The final verdict is to go for it. GHRP-6 is not your garden-variety performance enhancer. One of the most important aspects of it is that it does not cause desensitization. This means that it will not cause overdose and that works best for athletes. Also since it increases appetite, it forces you to make more calories available to your body for exercise and for recovery. It does not boost unnatural muscle growth like other performance enhancers and the result does not put extra pressure on your tendons and ligaments.
Peptides can be stored before reconstituting them in the refrigerator or in a safe place out of the light and at least at room temperature. Once the peptide has been reconstituted, the vial must be stored in the refrigerator and out of the way of exposed light. The peptides amino acid chains are short so they will break down if not handled or stored properly. Keep the vials cool, and when you are ready to use draw the GHRH and GHRP into the same pin and administer as needed.
If you’re ready to see differences in your workout regimen, you may be curious how muscle peptides are associated with lean muscle gain and strength building. As a locally owned and operated company, Muscle Peptides Australia is committed to helping our clients across Australia achieve their fitness goals. Contact us to unlock your body’s real potential.
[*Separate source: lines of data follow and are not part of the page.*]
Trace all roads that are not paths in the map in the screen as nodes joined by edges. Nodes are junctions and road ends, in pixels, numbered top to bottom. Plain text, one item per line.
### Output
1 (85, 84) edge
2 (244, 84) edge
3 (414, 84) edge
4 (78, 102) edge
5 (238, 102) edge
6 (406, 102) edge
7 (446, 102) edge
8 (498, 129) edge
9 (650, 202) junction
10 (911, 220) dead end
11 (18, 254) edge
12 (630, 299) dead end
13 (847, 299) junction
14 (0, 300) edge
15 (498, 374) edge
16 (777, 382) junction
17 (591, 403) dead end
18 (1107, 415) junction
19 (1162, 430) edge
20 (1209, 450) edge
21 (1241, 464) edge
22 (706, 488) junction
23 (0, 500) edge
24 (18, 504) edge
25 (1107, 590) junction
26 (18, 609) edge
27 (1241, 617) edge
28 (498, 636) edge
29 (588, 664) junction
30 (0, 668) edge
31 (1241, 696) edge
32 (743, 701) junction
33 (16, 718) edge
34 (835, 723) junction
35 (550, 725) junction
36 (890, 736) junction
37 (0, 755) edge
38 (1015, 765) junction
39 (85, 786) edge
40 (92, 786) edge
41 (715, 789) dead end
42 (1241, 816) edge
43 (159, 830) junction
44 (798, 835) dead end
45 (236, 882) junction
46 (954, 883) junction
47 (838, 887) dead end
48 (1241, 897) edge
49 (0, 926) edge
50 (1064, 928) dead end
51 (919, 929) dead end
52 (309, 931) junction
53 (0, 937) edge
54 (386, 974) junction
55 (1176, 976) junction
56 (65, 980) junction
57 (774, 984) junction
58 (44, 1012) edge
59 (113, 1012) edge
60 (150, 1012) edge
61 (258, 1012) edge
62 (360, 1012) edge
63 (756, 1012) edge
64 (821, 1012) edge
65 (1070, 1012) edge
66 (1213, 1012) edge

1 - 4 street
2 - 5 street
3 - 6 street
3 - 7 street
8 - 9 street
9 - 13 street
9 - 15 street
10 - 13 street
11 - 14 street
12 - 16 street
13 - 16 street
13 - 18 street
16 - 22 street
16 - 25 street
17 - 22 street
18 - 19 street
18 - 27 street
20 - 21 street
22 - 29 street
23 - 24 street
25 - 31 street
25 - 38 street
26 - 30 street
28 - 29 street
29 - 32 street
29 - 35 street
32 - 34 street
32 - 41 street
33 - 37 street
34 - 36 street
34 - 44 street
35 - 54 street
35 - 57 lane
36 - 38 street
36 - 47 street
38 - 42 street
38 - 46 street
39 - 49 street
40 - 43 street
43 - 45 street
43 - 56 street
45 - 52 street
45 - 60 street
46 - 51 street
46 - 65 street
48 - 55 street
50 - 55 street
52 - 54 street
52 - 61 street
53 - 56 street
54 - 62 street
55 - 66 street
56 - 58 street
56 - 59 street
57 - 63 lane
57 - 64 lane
Superior SARMS products are manufactured to be a safe and effective steroid and peptide alternative. Unlike androgenic drugs such as traditional anabolic steroids, Superior SARMS are  much more selective in their action as they directly target androgen receptors in muscle, bone, body fat and connective tissues in the body.  Our products increase the metabolic rate within the body without disturbing its natural hormones, which in turn greatly assist in achieving maximum results such as lean muscle gain and enhanced muscle recovery along with the added benefits of anti-aging effects, further with regenerating overall connective tissue and repair. All Superior SARMS products are also orally administered with no intravenous injections. It must be noted that Superior SARMS are for “Research Purposes Only”.
Unlike GHRP 6, the Half Life of GHRP 2 is pretty short. In fact, GHRP 2’s peak can be seen occurring within fifteen minutes after it has been administered or at least one hour at the latest. Also unlike GHRP 6, GHRP 2 helps improve the levels of calcium in the body and this can in turn facilitate the secretion of other growth hormones. GHRP 2 is believed to be more potent in its operation as compared to other peptide forms, including GHRP 6. Therefore, it is not surprising to see this peptide commonly employed for treating catabolic deficiencies.